Innovative 2D dioxonium vanadium oxide: enhancing stability in aqueous zinc-ion battery cathodes

• Published in: RSC Advances
• Main Author: De Luna Y.; Mohamed Z.; Dawoud A.; Bensalah N.
• Format: Article
• Language: English
• Published: Royal Society of Chemistry 2024
• Online Access: https://www.scopus.com/inward/record.uri?eid=2-s2.0-85212156168&doi=10.1039%2fd4ra06871h&partnerID=40&md5=e922f3e4bd8c28b16db5f25e92e2a239

Vanadium oxide-based compounds have attracted significant interest as battery materials, especially in aqueous Zn-ion batteries, due to favorable properties and compatibility in Zn-ion systems.

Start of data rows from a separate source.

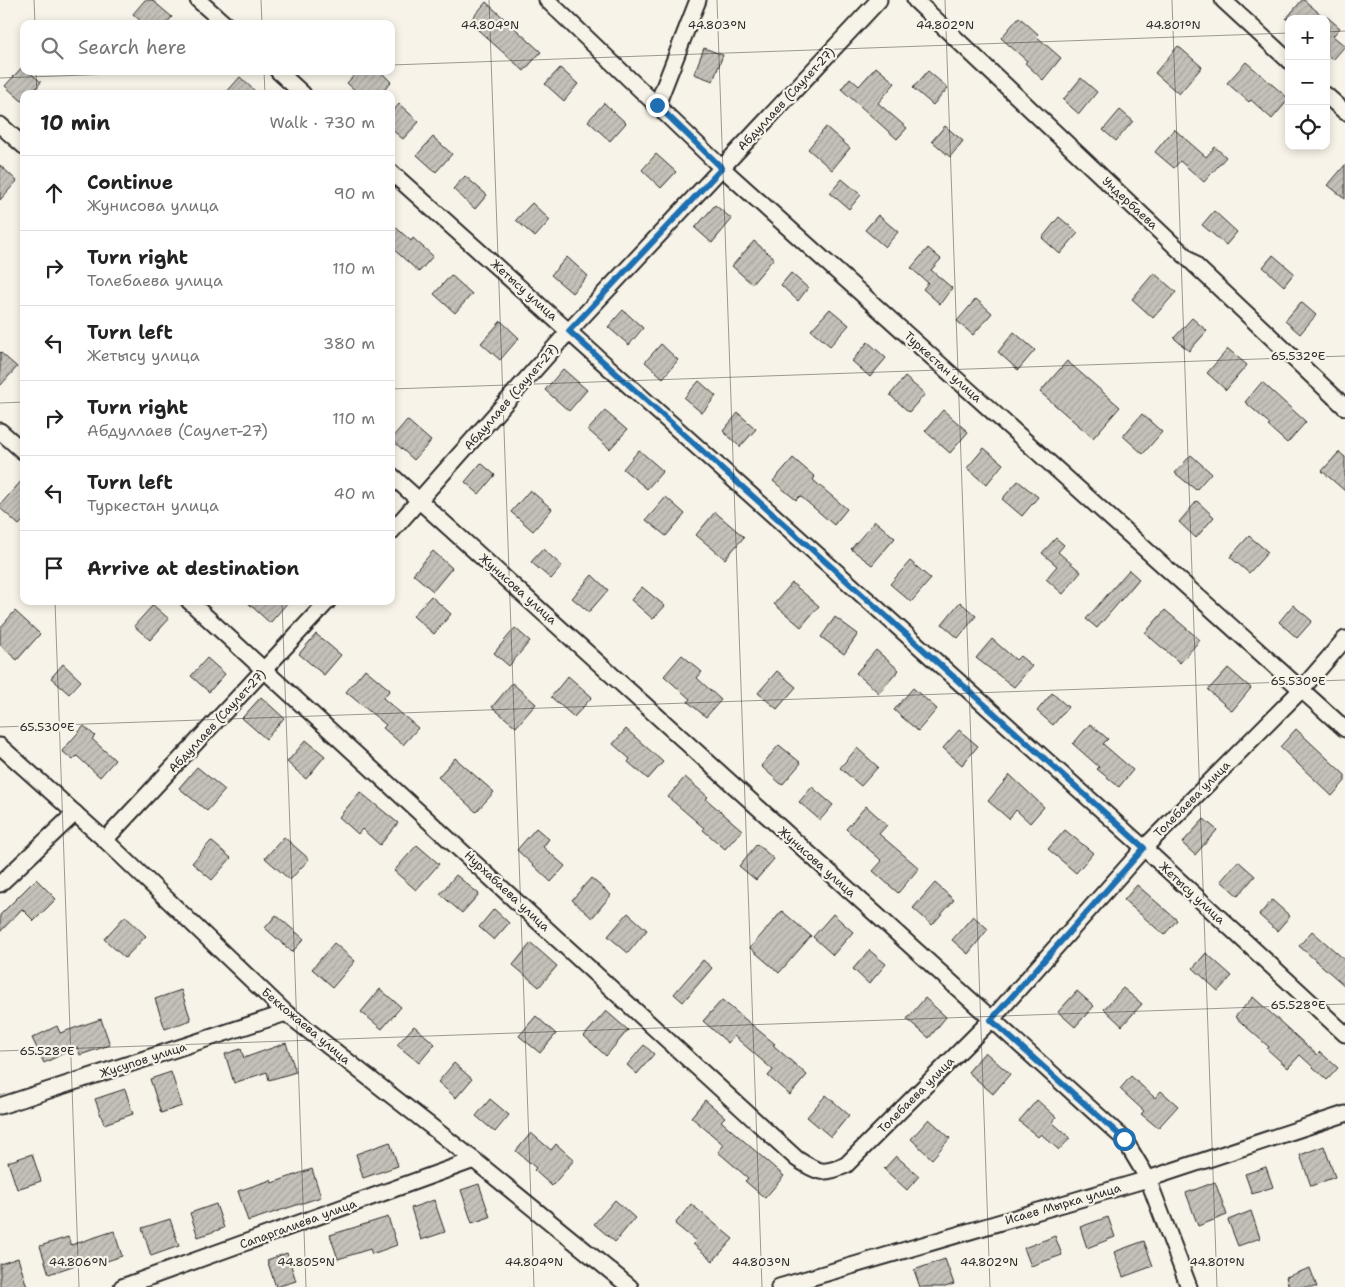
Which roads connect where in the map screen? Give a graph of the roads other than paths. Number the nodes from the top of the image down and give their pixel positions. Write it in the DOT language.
graph roads {
  1 [pos="198,0"];
  2 [pos="547,0"];
  3 [pos="698,0"];
  4 [pos="879,0"];
  5 [pos="914,0"];
  6 [pos="1223,0"];
  7 [pos="220,20"];
  8 [pos="1288,60"];
  9 [pos="282,75"];
  10 [pos="299,90"];
  11 [pos="1330,99"];
  12 [pos="657,105"];
  13 [pos="1345,112"];
  14 [pos="0,125"];
  15 [pos="20,142"];
  16 [pos="722,168"];
  17 [pos="395,176"];
  18 [pos="569,331"];
  19 [pos="1345,407"];
  20 [pos="0,431"];
  21 [pos="20,448"];
  22 [pos="395,479"];
  23 [pos="420,501"];
  24 [pos="395,528"];
  25 [pos="193,605"];
  26 [pos="324,605"];
  27 [pos="1345,639"];
  28 [pos="265,669"];
  29 [pos="1301,690"];
  30 [pos="1345,729"];
  31 [pos="0,746"];
  32 [pos="75,813"];
  33 [pos="106,840"];
  34 [pos="1144,848"];
  35 [pos="0,884"];
  36 [pos="286,1013"];
  37 [pos="991,1020"];
  38 [pos="1345,1034"];
  39 [pos="0,1106"];
  40 [pos="1345,1114"];
  41 [pos="474,1160"];
  42 [pos="829,1172"];
  43 [pos="1148,1179"];
  44 [pos="122,1287"];
  45 [pos="630,1287"];
  46 [pos="779,1287"];
  47 [pos="1189,1287"];
  1 -- 7 [label="street"];
  2 -- 12 [label="street, Туркестан улица"];
  3 -- 12 [label="street"];
  4 -- 16 [label="street, Абдуллаев (Саулет-27)"];
  5 -- 19 [label="street, Ундербаева"];
  6 -- 8 [label="street"];
  9 -- 10 [label="street"];
  11 -- 13 [label="street"];
  12 -- 16 [label="street, Туркестан улица"];
  14 -- 15 [label="street"];
  16 -- 18 [label="street, Абдуллаев (Саулет-27)"];
  16 -- 29 [label="street, Туркестан улица"];
  17 -- 18 [label="street, Жетысу улица"];
  18 -- 23 [label="street, Абдуллаев (Саулет-27)"];
  18 -- 34 [label="street, Жетысу улица"];
  20 -- 21 [label="street"];
  22 -- 23 [label="street, Жунисова улица"];
  23 -- 24 [label="street, Абдуллаев (Саулет-27)"];
  23 -- 37 [label="street, Жунисова улица"];
  25 -- 28 [label="street, Нурхабаева улица"];
  26 -- 28 [label="street, Абдуллаев (Саулет-27)"];
  27 -- 29 [label="street, Толебаева улица"];
  28 -- 33 [label="street, Абдуллаев (Саулет-27)"];
  28 -- 42 [label="street, Нурхабаева улица"];
  29 -- 30 [label="street, Туркестан улица"];
  29 -- 34 [label="street, Толебаева улица"];
  31 -- 32 [label="street, Беккожаева улица"];
  32 -- 33 [label="street, Беккожаева улица"];
  32 -- 35 [label="street"];
  33 -- 36 [label="street, Беккожаева улица"];
  34 -- 37 [label="street, Толебаева улица"];
  34 -- 38 [label="street, Жетысу улица"];
  36 -- 39 [label="street, Жусупов улица"];
  36 -- 41 [label="street, Беккожаева улица"];
  37 -- 42 [label="street, Толебаева улица"];
  37 -- 43 [label="street, Жунисова улица"];
  40 -- 43 [label="street, Исаев Мырка улица"];
  41 -- 44 [label="street, Сапаргалиева улица"];
  41 -- 45 [label="street, Беккожаева улица"];
  43 -- 46 [label="street, Исаев Мырка улица"];
  43 -- 47 [label="street, Жунисова улица"];
}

In a simple hydrothermal method with moderate conditions, a novel vanadium oxide compound has been synthesized using ammonium metavanadate with oxalic acid as a reducing agent. Various characterization techniques confirmed the formation of layered V3O8(H3O)2 nanoplatelets with a tetragonal crystal structure. The as-prepared cathode material was tested in coin cells against a Zn metal anode in two aqueous electrolytes of the same concentration: ZnSO4·7H2O and Zn(CF3SO3)2. Electrochemical results showed high reversibility of Zn insertion/de-insertion and impressive cycling stability with aqueous Zn(CF3SO3)2 electrolyte. Notably, the cathode material delivered a specific capacity of 150 mA h g−1 at 100 mA g−1 and a relatively constant coulombic efficiency near 100%, indicating impressive stability during cycling and reversibility of charge/discharge electrochemical reactions. Post-mortem characterization exposed a significant structural change in the as-prepared cathode material from nanoplatelets to nanoflakes after full discharge, which reverted to nanoplatelets after charging, reflecting the high level of reversibility of the material. DFT calculations revealed a structural change in the material after cycling, providing mechanistic insights in Zn2+-ion storage. © 2024 The Royal Society of Chemistry.